(Saved data entries)
---+---

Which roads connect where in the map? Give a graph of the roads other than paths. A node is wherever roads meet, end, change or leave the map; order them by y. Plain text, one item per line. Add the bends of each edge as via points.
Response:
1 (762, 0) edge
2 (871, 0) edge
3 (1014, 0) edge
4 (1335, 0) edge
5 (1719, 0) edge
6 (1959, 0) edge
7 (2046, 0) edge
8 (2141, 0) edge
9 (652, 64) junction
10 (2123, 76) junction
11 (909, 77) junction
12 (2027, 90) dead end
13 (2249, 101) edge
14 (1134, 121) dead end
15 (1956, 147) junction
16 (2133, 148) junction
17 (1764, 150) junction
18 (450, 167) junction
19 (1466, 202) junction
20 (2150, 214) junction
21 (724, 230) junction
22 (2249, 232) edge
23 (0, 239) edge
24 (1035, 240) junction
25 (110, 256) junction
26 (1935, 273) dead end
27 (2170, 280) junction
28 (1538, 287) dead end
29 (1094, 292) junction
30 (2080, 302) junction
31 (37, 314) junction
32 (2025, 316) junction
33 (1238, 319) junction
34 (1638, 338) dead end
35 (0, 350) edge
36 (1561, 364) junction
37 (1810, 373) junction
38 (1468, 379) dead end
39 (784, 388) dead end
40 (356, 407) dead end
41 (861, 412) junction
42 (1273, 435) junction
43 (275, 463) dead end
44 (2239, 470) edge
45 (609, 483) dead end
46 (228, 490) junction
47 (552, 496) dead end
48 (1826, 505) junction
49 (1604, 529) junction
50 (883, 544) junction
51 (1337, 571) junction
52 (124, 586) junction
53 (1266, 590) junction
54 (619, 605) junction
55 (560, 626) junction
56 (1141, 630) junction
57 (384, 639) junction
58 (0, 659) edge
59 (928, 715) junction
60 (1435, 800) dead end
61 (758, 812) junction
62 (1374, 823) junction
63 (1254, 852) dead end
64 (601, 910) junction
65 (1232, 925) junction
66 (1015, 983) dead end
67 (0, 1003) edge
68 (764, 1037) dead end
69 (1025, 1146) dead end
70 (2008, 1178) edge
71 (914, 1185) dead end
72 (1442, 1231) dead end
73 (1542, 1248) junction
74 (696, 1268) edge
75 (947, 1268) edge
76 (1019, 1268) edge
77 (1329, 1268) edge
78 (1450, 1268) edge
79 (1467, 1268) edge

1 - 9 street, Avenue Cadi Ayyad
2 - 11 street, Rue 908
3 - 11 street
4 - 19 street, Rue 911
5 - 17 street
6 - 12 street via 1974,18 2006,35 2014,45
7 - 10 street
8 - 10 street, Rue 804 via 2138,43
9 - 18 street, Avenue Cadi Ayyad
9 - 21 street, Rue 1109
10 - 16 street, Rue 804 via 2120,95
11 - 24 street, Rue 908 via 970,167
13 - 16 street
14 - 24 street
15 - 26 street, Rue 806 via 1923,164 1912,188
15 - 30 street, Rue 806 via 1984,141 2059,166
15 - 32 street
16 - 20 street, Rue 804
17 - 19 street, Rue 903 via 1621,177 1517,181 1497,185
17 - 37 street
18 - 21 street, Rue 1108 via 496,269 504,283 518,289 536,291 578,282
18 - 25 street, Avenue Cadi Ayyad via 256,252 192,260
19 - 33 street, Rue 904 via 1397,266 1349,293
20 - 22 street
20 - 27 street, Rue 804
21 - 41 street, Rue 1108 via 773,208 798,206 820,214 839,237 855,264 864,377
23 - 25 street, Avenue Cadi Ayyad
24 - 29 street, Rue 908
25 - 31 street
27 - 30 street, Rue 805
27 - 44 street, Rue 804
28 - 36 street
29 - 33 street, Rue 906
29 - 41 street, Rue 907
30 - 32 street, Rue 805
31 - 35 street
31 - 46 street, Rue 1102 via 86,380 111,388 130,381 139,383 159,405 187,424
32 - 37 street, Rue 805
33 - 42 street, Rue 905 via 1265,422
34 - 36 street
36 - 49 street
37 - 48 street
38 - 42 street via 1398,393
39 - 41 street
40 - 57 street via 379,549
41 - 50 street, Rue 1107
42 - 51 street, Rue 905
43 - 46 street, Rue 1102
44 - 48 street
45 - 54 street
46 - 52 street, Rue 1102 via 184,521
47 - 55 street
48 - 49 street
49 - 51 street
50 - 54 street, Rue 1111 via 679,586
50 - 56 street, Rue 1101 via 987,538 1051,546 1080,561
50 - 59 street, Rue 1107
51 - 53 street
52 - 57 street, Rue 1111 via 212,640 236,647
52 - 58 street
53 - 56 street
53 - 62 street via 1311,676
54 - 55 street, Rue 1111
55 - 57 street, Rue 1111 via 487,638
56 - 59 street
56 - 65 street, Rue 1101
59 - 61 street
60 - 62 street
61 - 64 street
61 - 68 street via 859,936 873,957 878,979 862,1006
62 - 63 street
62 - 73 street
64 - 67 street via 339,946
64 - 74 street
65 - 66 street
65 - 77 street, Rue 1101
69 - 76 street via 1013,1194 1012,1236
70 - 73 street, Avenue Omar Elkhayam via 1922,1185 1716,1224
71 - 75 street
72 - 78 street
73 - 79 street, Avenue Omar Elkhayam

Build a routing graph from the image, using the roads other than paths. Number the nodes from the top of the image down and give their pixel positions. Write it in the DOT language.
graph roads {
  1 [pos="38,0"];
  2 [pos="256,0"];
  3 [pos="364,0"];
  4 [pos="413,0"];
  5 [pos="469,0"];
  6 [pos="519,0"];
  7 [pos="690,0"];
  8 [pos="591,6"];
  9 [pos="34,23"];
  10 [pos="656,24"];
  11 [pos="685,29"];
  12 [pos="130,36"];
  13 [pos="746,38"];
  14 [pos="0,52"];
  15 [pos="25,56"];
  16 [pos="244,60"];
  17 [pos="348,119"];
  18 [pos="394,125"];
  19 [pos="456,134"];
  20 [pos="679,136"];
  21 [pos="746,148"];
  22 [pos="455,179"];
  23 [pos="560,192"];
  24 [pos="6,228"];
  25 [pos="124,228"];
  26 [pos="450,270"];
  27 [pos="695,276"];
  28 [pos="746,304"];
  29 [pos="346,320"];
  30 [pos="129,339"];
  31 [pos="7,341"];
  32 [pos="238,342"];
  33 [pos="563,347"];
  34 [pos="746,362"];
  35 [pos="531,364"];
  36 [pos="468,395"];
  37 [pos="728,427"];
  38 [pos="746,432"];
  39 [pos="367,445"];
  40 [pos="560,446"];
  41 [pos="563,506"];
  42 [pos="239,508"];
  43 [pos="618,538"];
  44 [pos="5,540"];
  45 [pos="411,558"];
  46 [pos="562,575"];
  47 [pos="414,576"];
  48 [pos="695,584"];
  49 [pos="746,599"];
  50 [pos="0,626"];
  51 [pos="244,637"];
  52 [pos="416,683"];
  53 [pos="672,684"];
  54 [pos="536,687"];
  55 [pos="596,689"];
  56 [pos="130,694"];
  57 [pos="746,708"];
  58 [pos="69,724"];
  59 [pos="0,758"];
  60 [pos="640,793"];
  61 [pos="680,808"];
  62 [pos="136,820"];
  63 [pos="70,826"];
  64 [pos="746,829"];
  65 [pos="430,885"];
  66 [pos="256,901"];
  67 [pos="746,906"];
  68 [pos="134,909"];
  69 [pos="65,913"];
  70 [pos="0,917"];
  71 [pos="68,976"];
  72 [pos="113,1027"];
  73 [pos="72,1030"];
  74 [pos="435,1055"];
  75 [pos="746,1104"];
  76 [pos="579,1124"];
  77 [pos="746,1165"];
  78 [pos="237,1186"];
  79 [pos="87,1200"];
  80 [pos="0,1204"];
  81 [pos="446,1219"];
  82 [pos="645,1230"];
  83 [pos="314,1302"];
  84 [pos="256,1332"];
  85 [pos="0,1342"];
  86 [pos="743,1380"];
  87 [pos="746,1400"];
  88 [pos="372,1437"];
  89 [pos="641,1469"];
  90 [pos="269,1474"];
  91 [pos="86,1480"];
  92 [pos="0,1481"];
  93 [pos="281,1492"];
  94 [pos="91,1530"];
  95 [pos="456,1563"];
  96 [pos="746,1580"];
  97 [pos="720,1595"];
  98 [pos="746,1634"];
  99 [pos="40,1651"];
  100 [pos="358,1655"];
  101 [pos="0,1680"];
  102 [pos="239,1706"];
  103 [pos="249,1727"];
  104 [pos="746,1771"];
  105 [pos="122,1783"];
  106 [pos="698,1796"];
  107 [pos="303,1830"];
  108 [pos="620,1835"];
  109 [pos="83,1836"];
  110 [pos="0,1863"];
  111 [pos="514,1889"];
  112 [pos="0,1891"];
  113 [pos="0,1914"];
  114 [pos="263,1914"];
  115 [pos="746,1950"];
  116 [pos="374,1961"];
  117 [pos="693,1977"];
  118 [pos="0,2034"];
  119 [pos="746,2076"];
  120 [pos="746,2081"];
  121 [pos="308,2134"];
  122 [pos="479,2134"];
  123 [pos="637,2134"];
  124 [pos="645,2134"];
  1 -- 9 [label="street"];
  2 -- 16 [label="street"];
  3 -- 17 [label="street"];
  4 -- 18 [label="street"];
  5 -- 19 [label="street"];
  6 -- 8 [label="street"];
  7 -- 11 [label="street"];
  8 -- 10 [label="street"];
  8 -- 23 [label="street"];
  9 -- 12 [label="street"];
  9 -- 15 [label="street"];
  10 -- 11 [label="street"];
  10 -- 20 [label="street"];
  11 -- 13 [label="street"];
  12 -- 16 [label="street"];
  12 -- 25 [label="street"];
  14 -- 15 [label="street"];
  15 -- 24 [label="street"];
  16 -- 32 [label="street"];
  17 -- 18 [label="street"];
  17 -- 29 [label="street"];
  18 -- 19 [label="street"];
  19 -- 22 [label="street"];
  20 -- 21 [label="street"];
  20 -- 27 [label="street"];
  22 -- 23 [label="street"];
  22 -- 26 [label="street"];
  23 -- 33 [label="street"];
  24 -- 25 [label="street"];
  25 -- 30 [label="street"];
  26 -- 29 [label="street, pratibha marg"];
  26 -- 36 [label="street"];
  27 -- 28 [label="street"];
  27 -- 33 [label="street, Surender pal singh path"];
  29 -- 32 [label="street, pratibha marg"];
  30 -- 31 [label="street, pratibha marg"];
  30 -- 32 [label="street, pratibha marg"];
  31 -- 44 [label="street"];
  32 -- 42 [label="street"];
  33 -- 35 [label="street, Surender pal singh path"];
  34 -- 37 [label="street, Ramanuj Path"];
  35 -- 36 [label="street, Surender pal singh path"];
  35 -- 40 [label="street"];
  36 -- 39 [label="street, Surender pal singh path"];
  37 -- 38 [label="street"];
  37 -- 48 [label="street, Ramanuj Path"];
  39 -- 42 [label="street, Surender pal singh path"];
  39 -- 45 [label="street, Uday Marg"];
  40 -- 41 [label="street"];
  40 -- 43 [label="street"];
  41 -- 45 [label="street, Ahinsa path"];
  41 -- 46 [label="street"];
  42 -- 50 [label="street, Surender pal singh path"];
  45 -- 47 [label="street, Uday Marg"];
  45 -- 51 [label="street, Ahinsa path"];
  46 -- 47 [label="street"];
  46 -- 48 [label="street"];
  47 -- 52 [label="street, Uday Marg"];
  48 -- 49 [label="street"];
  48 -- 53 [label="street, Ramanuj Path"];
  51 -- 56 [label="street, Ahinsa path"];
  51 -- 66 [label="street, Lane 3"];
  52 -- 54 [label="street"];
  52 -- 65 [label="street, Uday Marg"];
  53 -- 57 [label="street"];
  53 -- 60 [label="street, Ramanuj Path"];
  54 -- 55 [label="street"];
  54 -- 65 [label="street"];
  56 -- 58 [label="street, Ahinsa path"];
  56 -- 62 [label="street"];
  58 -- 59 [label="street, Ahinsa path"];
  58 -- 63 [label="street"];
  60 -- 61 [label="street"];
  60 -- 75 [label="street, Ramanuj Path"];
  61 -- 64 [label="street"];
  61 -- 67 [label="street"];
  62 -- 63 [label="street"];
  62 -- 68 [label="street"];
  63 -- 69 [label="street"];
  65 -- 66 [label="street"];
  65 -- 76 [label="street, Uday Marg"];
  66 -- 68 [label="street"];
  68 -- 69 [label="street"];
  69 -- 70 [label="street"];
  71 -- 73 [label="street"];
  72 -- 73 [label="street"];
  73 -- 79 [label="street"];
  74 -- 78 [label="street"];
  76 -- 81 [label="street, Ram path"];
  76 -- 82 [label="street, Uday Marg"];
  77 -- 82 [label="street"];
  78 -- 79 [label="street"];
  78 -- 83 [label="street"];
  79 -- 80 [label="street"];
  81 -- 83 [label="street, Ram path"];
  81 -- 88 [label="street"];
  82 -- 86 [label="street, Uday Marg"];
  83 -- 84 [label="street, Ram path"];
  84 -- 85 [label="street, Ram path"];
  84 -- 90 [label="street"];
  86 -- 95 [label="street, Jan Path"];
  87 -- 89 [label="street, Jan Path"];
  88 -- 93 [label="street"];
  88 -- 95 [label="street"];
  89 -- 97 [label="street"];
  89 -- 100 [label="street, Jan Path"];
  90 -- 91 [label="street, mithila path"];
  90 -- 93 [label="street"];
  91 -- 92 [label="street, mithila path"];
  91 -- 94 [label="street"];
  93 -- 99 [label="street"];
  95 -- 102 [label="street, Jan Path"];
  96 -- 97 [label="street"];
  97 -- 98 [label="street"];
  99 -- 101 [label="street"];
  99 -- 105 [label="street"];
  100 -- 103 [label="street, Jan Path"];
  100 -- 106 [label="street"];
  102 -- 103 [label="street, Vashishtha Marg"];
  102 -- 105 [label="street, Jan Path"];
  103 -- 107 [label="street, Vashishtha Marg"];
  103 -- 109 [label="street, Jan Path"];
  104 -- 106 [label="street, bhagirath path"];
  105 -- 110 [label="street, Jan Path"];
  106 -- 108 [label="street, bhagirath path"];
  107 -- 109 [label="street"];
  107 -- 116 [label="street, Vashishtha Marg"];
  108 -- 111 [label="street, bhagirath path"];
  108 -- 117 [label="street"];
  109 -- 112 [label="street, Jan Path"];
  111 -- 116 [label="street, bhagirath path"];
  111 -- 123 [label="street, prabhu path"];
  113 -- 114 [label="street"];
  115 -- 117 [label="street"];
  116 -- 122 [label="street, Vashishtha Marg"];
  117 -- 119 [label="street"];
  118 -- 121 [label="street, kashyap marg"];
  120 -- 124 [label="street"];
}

---+---

#### [AIM OF THE EXERCISE]
Each line that holds the string "Omar" is to be copied from the entries above.

#### [RESULT BELOW]
70 - 73 street, Avenue Omar Elkhayam via 1922,1185 1716,1224
73 - 79 street, Avenue Omar Elkhayam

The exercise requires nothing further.